Advancing Microelectronics to Meet AI's Evolving Demands

Artificial intelligence is redefining technology across industries, demanding microelectronic solutions that deliver unprecedented performance, energy efficiency, and compact form factors. From massive data centers to autonomous vehicles, robots, mobile devices, wearables, and future applications yet to be imagined, the need for faster, smarter, and greener hardware is pressing.

In the hardware realm, this challenge calls for innovative paradigms in sensors, processors, memory, interconnects, and packaging. Leti’s research community is actively exploring these frontiers, positioning itself at the intersection of Edge AI and broader industry trends. Real‑world, manufacturable solutions will emerge only through interdisciplinary collaboration before mass production.

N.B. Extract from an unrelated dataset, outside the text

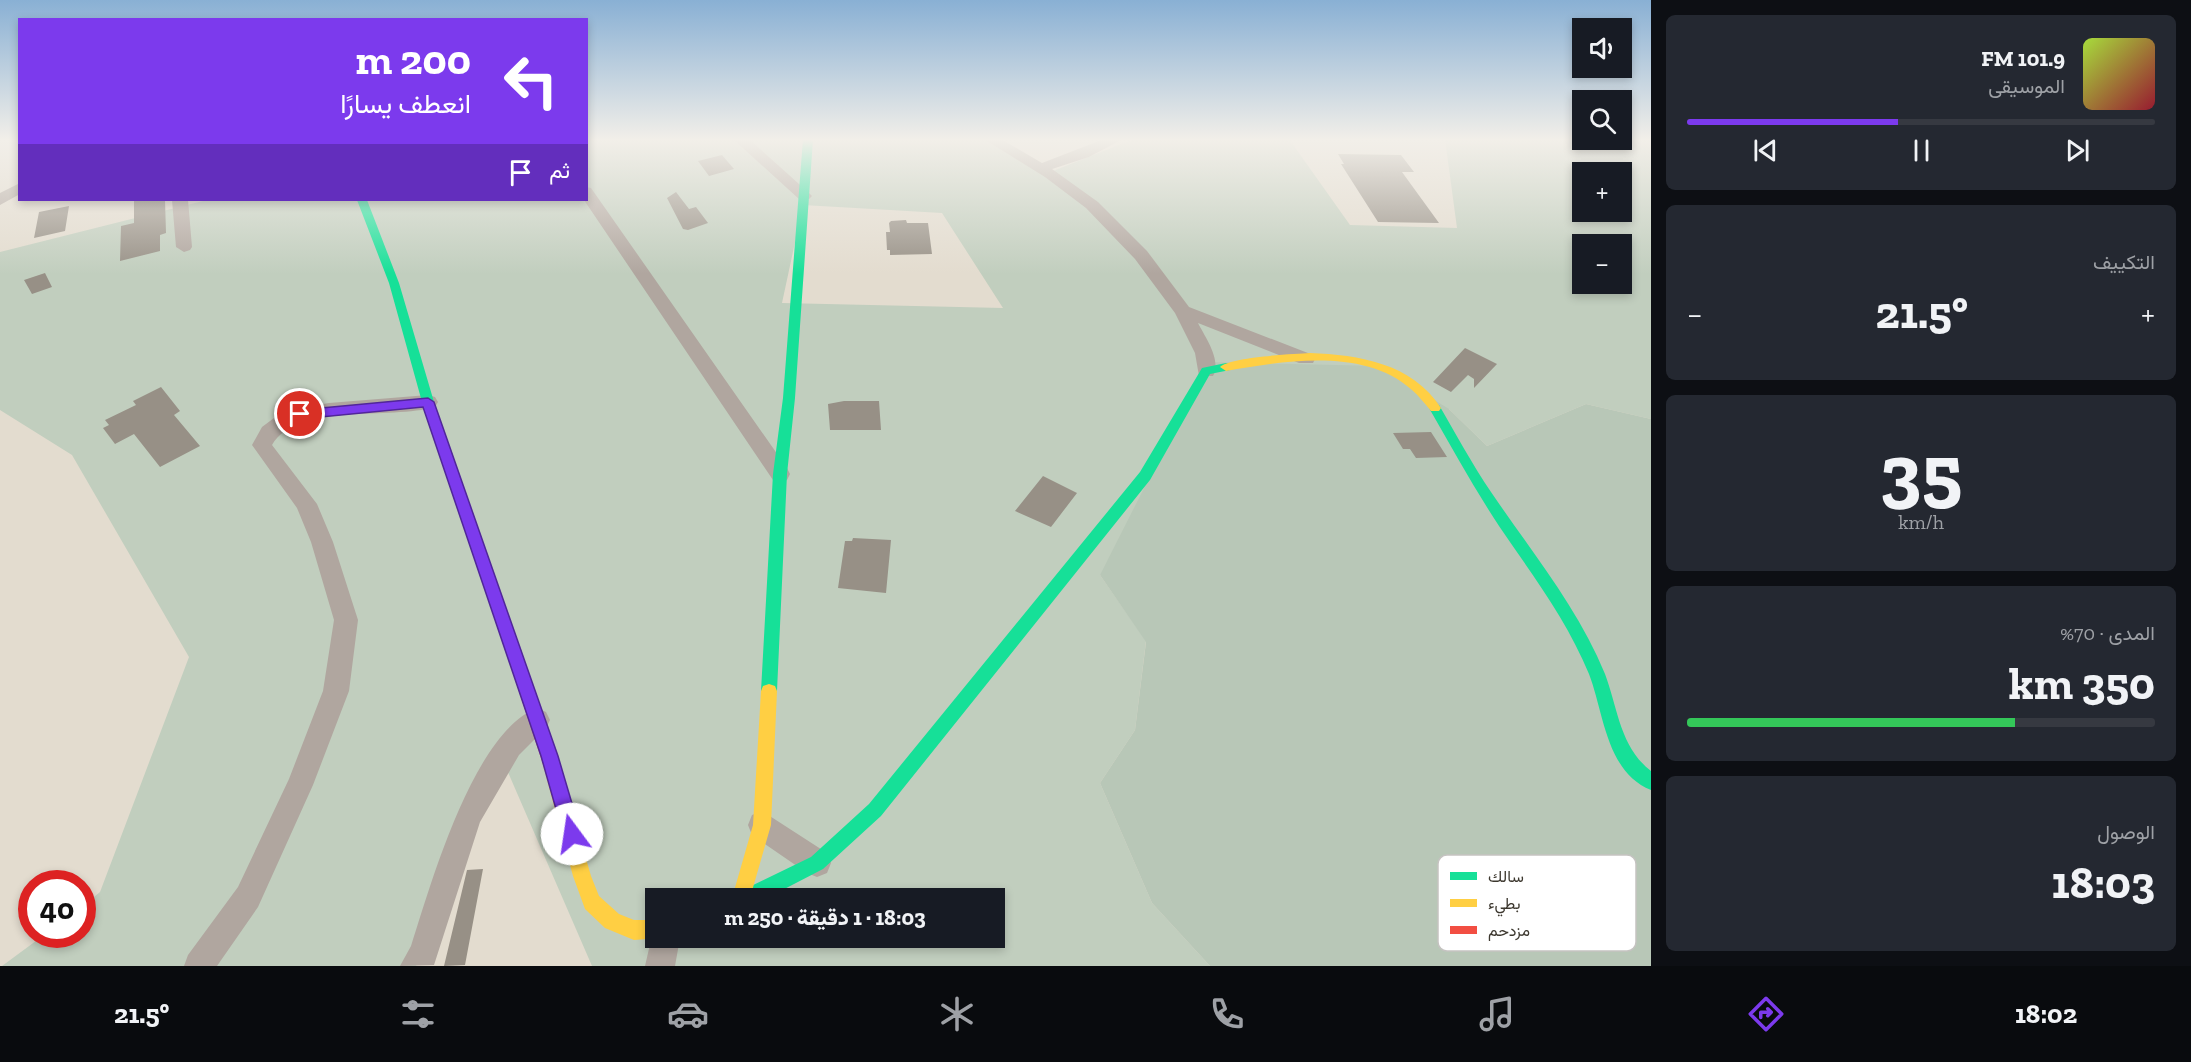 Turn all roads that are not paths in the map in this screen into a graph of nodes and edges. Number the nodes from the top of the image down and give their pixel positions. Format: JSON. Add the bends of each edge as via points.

We can anticipate the AI marketplace by mapping applications across computing capability and power consumption (see Figure 1). Wearables sit at the low‑power, low‑compute end, while data centers demand the highest performance and energy budgets. Smart appliances, augmented reality, robotics, and autonomous vehicles occupy the spectrum in between.

Figure 1. (Source: Leti)

Edge AI—where most data analysis occurs at the point of capture—thrives on this left‑hand side of the spectrum. Achieving it requires sensors and processors that can adapt on the fly, much like human eyes and ears. These components must dynamically adjust characteristics such as dynamic range to match local intelligence, all within a footprint that fits a watch or a wearable.

Conversely, larger‑scale AI workloads expose the limits of traditional computing architectures, especially the constant memory read/write cycles that drain both time and energy.

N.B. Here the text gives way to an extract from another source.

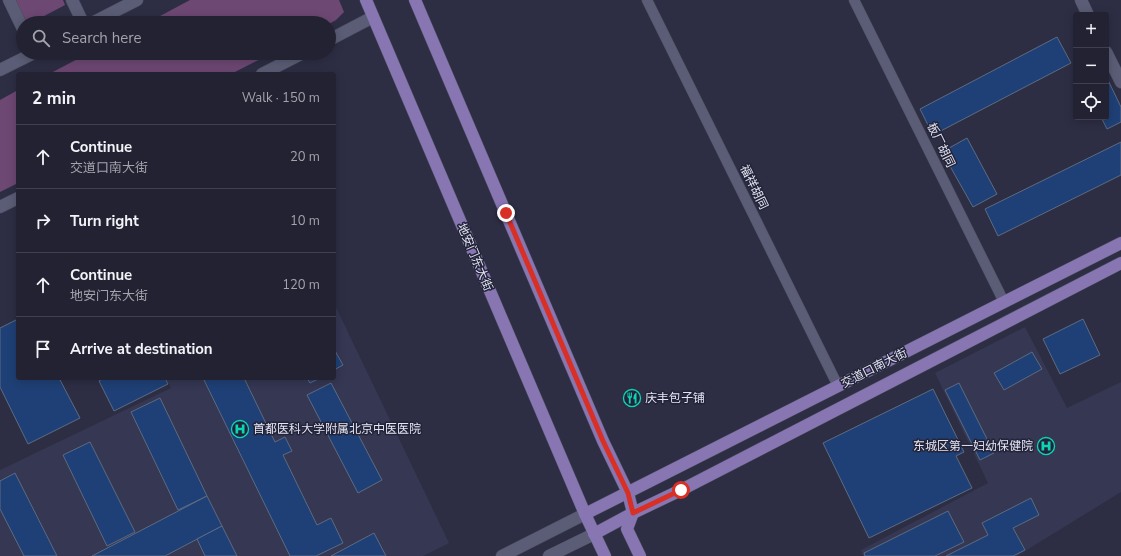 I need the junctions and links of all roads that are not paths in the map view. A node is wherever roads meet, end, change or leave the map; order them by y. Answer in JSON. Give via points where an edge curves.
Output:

With these realities in mind, Leti prioritizes research into smart sensors and groundbreaking computing approaches.

One of modern computing’s core bottlenecks is data movement: transferring data between memory and processor now consumes far more time and energy than the computation itself. In fact, data transfer and memory access can account for up to 90% of a system’s energy budget—an alarming figure for AI workloads that rely on vast datasets and simple operations. Reducing data movement is therefore essential.

Leti’s long‑standing work on 3D circuitry seeks to stack memory directly onto processors, shortening physical links and cutting latency. We are also pioneering new memory architectures that perform addition, subtraction, and Boolean logic directly within SRAM cells. This in‑memory computing (IMC) approach eliminates the need to shuttle data out of memory, saving space and energy. Early prototypes show the potential for a 100‑fold increase in AI throughput while staying within the same frequency and energy envelope expected for the 2020s.